• **THE PROBLEM**
Nothing in the records should differ when they are repeated. Restate them word for word.

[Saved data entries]
··········

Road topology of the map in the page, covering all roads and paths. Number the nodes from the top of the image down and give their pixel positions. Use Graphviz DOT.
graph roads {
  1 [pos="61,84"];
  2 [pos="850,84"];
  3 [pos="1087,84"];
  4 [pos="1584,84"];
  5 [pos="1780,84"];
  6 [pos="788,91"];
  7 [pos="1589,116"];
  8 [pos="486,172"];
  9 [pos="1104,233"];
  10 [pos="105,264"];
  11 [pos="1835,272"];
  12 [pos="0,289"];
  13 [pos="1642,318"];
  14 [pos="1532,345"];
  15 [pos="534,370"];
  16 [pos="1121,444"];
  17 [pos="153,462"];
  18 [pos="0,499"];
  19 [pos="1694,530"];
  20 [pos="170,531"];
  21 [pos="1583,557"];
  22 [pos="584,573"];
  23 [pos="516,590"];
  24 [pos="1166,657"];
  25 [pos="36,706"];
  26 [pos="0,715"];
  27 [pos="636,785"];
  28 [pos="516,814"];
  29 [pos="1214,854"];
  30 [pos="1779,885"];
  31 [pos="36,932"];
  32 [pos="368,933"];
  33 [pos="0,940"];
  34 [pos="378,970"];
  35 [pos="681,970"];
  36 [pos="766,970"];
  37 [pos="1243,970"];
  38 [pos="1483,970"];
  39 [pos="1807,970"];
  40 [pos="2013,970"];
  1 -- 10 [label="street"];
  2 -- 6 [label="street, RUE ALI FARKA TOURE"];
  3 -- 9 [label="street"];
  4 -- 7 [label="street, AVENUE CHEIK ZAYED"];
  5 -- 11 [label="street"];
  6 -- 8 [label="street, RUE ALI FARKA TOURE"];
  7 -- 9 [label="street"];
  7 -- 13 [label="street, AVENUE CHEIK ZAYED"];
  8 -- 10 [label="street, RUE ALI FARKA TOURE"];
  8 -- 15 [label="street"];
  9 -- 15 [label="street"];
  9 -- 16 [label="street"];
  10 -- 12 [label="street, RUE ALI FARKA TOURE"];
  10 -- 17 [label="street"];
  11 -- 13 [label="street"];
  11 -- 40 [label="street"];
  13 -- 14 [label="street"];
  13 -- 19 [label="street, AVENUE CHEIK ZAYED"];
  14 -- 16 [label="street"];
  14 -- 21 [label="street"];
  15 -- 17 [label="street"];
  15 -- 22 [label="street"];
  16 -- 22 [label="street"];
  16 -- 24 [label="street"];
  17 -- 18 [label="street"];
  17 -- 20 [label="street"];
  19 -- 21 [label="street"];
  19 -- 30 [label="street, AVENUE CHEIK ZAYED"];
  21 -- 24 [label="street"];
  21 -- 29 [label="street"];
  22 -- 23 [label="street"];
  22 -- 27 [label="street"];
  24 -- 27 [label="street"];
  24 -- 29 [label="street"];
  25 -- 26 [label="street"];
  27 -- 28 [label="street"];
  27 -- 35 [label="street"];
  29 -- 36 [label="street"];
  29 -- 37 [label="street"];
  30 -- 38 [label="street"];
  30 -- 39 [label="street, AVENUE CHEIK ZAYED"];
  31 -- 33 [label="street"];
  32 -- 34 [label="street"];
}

··········

• **YOUR SOLUTION**
Road topology of the map in the page, covering all roads and paths. Number the nodes from the top of the image down and give their pixel positions. Use Graphviz DOT.
graph roads {
  1 [pos="61,84"];
  2 [pos="850,84"];
  3 [pos="1087,84"];
  4 [pos="1584,84"];
  5 [pos="1780,84"];
  6 [pos="788,91"];
  7 [pos="1589,116"];
  8 [pos="486,172"];
  9 [pos="1104,233"];
  10 [pos="105,264"];
  11 [pos="1835,272"];
  12 [pos="0,289"];
  13 [pos="1642,318"];
  14 [pos="1532,345"];
  15 [pos="534,370"];
  16 [pos="1121,444"];
  17 [pos="153,462"];
  18 [pos="0,499"];
  19 [pos="1694,530"];
  20 [pos="170,531"];
  21 [pos="1583,557"];
  22 [pos="584,573"];
  23 [pos="516,590"];
  24 [pos="1166,657"];
  25 [pos="36,706"];
  26 [pos="0,715"];
  27 [pos="636,785"];
  28 [pos="516,814"];
  29 [pos="1214,854"];
  30 [pos="1779,885"];
  31 [pos="36,932"];
  32 [pos="368,933"];
  33 [pos="0,940"];
  34 [pos="378,970"];
  35 [pos="681,970"];
  36 [pos="766,970"];
  37 [pos="1243,970"];
  38 [pos="1483,970"];
  39 [pos="1807,970"];
  40 [pos="2013,970"];
  1 -- 10 [label="street"];
  2 -- 6 [label="street, RUE ALI FARKA TOURE"];
  3 -- 9 [label="street"];
  4 -- 7 [label="street, AVENUE CHEIK ZAYED"];
  5 -- 11 [label="street"];
  6 -- 8 [label="street, RUE ALI FARKA TOURE"];
  7 -- 9 [label="street"];
  7 -- 13 [label="street, AVENUE CHEIK ZAYED"];
  8 -- 10 [label="street, RUE ALI FARKA TOURE"];
  8 -- 15 [label="street"];
  9 -- 15 [label="street"];
  9 -- 16 [label="street"];
  10 -- 12 [label="street, RUE ALI FARKA TOURE"];
  10 -- 17 [label="street"];
  11 -- 13 [label="street"];
  11 -- 40 [label="street"];
  13 -- 14 [label="street"];
  13 -- 19 [label="street, AVENUE CHEIK ZAYED"];
  14 -- 16 [label="street"];
  14 -- 21 [label="street"];
  15 -- 17 [label="street"];
  15 -- 22 [label="street"];
  16 -- 22 [label="street"];
  16 -- 24 [label="street"];
  17 -- 18 [label="street"];
  17 -- 20 [label="street"];
  19 -- 21 [label="street"];
  19 -- 30 [label="street, AVENUE CHEIK ZAYED"];
  21 -- 24 [label="street"];
  21 -- 29 [label="street"];
  22 -- 23 [label="street"];
  22 -- 27 [label="street"];
  24 -- 27 [label="street"];
  24 -- 29 [label="street"];
  25 -- 26 [label="street"];
  27 -- 28 [label="street"];
  27 -- 35 [label="street"];
  29 -- 36 [label="street"];
  29 -- 37 [label="street"];
  30 -- 38 [label="street"];
  30 -- 39 [label="street, AVENUE CHEIK ZAYED"];
  31 -- 33 [label="street"];
  32 -- 34 [label="street"];
}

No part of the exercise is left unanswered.